Can I still recover compensation if I was partly at fault?

Yes. New York is a pure comparative negligence state under CPLR §1411. Even if you were 90% at fault, you can still recover 10% of your damages. (A pending 2026 budget proposal would change this to a 51% bar — meaning a plaintiff who is more than 50% at fault would recover nothing — but that hasn't passed.) Insurance carriers routinely try to inflate the injured driver's percentage of fault to reduce payouts. The percentage assignment is decided by the jury at trial (or negotiated during settlement); it isn't fixed by the police accident report and isn't binding even when the report assigns fault. Reporting practice and the actual legal apportionment are separate questions.

How do I get a copy of the police accident report?

If local police responded to the scene, the report is filed under an MV-104A form. In New York State, you can request a copy through the DMV at https://dmv.ny.gov/vehicle-safety/get-copy-accident-report (roughly $7 online, $10 by mail) once the responding agency has uploaded it to the state system, which usually takes 5-10 business days. NCPD and SCPD also have their own direct-request processes through the precinct that responded. If you weren't injured but the property damage exceeded $1,000, New York VTL §605 requires you (the driver) to file your own MV-104 report with the DMV within 10 days regardless of whether police responded.

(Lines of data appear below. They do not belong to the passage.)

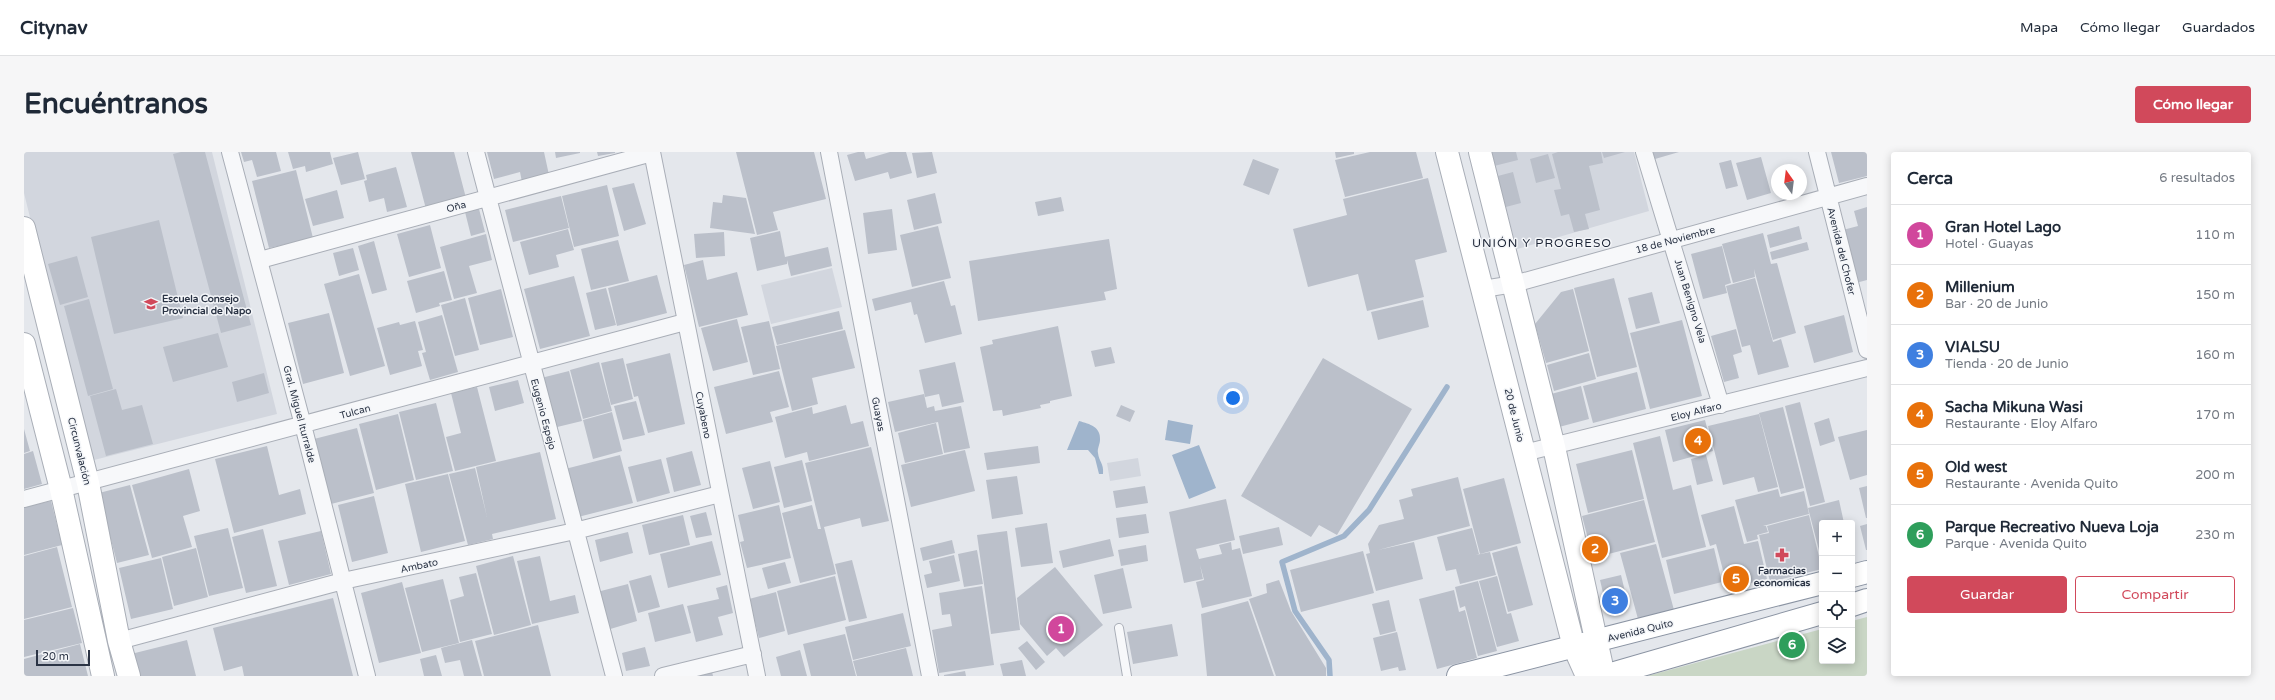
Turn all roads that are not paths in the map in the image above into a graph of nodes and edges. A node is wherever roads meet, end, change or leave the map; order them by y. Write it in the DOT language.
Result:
graph roads {
  1 [pos="230,152"];
  2 [pos="476,152"];
  3 [pos="829,152"];
  4 [pos="1447,152"];
  5 [pos="1480,152"];
  6 [pos="1644,152"];
  7 [pos="1817,152"];
  8 [pos="652,153"];
  9 [pos="1867,186"];
  10 [pos="487,197"];
  11 [pos="1828,197"];
  12 [pos="24,228"];
  13 [pos="1672,240"];
  14 [pos="260,260"];
  15 [pos="1514,284"];
  16 [pos="1482,289"];
  17 [pos="686,322"];
  18 [pos="24,344"];
  19 [pos="1867,350"];
  20 [pos="530,363"];
  21 [pos="1867,368"];
  22 [pos="1721,405"];
  23 [pos="303,425"];
  24 [pos="1554,447"];
  25 [pos="1524,453"];
  26 [pos="88,483"];
  27 [pos="61,489"];
  28 [pos="720,494"];
  29 [pos="24,499"];
  30 [pos="575,530"];
  31 [pos="1867,572"];
  32 [pos="1855,575"];
  33 [pos="343,581"];
  34 [pos="1819,584"];
  35 [pos="1867,600"];
  36 [pos="1855,604"];
  37 [pos="1819,614"];
  38 [pos="1118,628"];
  39 [pos="119,642"];
  40 [pos="1595,642"];
  41 [pos="1574,647"];
  42 [pos="753,654"];
  43 [pos="103,676"];
  44 [pos="129,676"];
  45 [pos="367,676"];
  46 [pos="614,676"];
  47 [pos="663,676"];
  48 [pos="757,676"];
  49 [pos="930,676"];
  50 [pos="1127,676"];
  51 [pos="1458,676"];
  52 [pos="1587,676"];
  53 [pos="1604,676"];
  1 -- 14 [label="street, Gral. Miguel Iturralde"];
  2 -- 10 [label="street, Eugenio Espejo"];
  3 -- 49 [label="street, Guayas"];
  4 -- 16 [label="main road, 20 de Junio"];
  5 -- 15 [label="main road"];
  6 -- 13 [label="street, Juan Benigno Vela"];
  7 -- 11 [label="street, Avenida del Chofer"];
  8 -- 10 [label="street, Oña"];
  8 -- 17 [label="street, Cuyabeno"];
  9 -- 11 [label="street, 18 de Noviembre"];
  10 -- 14 [label="street, Oña"];
  10 -- 20 [label="street, Eugenio Espejo"];
  11 -- 13 [label="street, 18 de Noviembre"];
  11 -- 19 [label="street, Avenida del Chofer"];
  12 -- 26 [label="main road, Circunvalación"];
  13 -- 15 [label="street, 18 de Noviembre"];
  13 -- 22 [label="street, Juan Benigno Vela"];
  14 -- 23 [label="street, Gral. Miguel Iturralde"];
  15 -- 16 [label="street, 18 de Noviembre"];
  15 -- 24 [label="main road"];
  16 -- 25 [label="main road, 20 de Junio"];
  17 -- 20 [label="street, Tulcan"];
  17 -- 28 [label="street, Cuyabeno"];
  18 -- 27 [label="main road"];
  20 -- 23 [label="street, Tulcan"];
  20 -- 30 [label="street, Eugenio Espejo"];
  21 -- 22 [label="street, Eloy Alfaro"];
  22 -- 24 [label="street, Eloy Alfaro"];
  23 -- 26 [label="street, Tulcan"];
  23 -- 33 [label="street, Gral. Miguel Iturralde"];
  24 -- 25 [label="street, Eloy Alfaro"];
  24 -- 40 [label="main road"];
  25 -- 41 [label="main road, 20 de Junio"];
  26 -- 27 [label="street, Tulcan"];
  26 -- 39 [label="main road, Circunvalación"];
  27 -- 29 [label="street, Tulcan"];
  27 -- 43 [label="main road"];
  28 -- 30 [label="street, Ambato"];
  28 -- 42 [label="street, Cuyabeno"];
  30 -- 33 [label="street, Ambato"];
  30 -- 46 [label="street, Eugenio Espejo"];
  31 -- 32 [label="main road"];
  33 -- 39 [label="street, Ambato"];
  33 -- 45 [label="street, Gral. Miguel Iturralde"];
  34 -- 40 [label="main road, Avenida Quito"];
  35 -- 36 [label="main road"];
  37 -- 53 [label="main road"];
  38 -- 50 [label="lane"];
  39 -- 44 [label="main road, Circunvalación"];
  40 -- 41 [label="main road, Avenida Quito"];
  40 -- 53 [label="main road"];
  41 -- 51 [label="main road, Avenida Quito"];
  41 -- 52 [label="main road, 20 de Junio"];
  42 -- 47 [label="street"];
  42 -- 48 [label="street, Cuyabeno"];
}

How dangerous is Meadowbrook Parkway near Hempstead?

Long Island Traffic tracks every reported incident on this road across both counties — see the road profile page for the multi-year accident count, severity distribution, and the specific intersections that show repeated incident clusters. Suffolk and Nassau county roads with chronic problems are reviewed by their respective DOTs on a multi-year cadence; persistent issues are sometimes addressed with new signal phasing, lane-narrowing treatments, or — in extreme cases — a Vision Zero engineering response. Daily incident updates flow into our live-events feed every fifteen minutes.

Disclaimer: Incident information on this page is compiled from public sources including police reports, traffic agencies, and news outlets. It is provided for informational purposes only and may not reflect the most current status of this incident. Do not rely on this information for legal, insurance, or emergency decisions. For emergencies, call 911.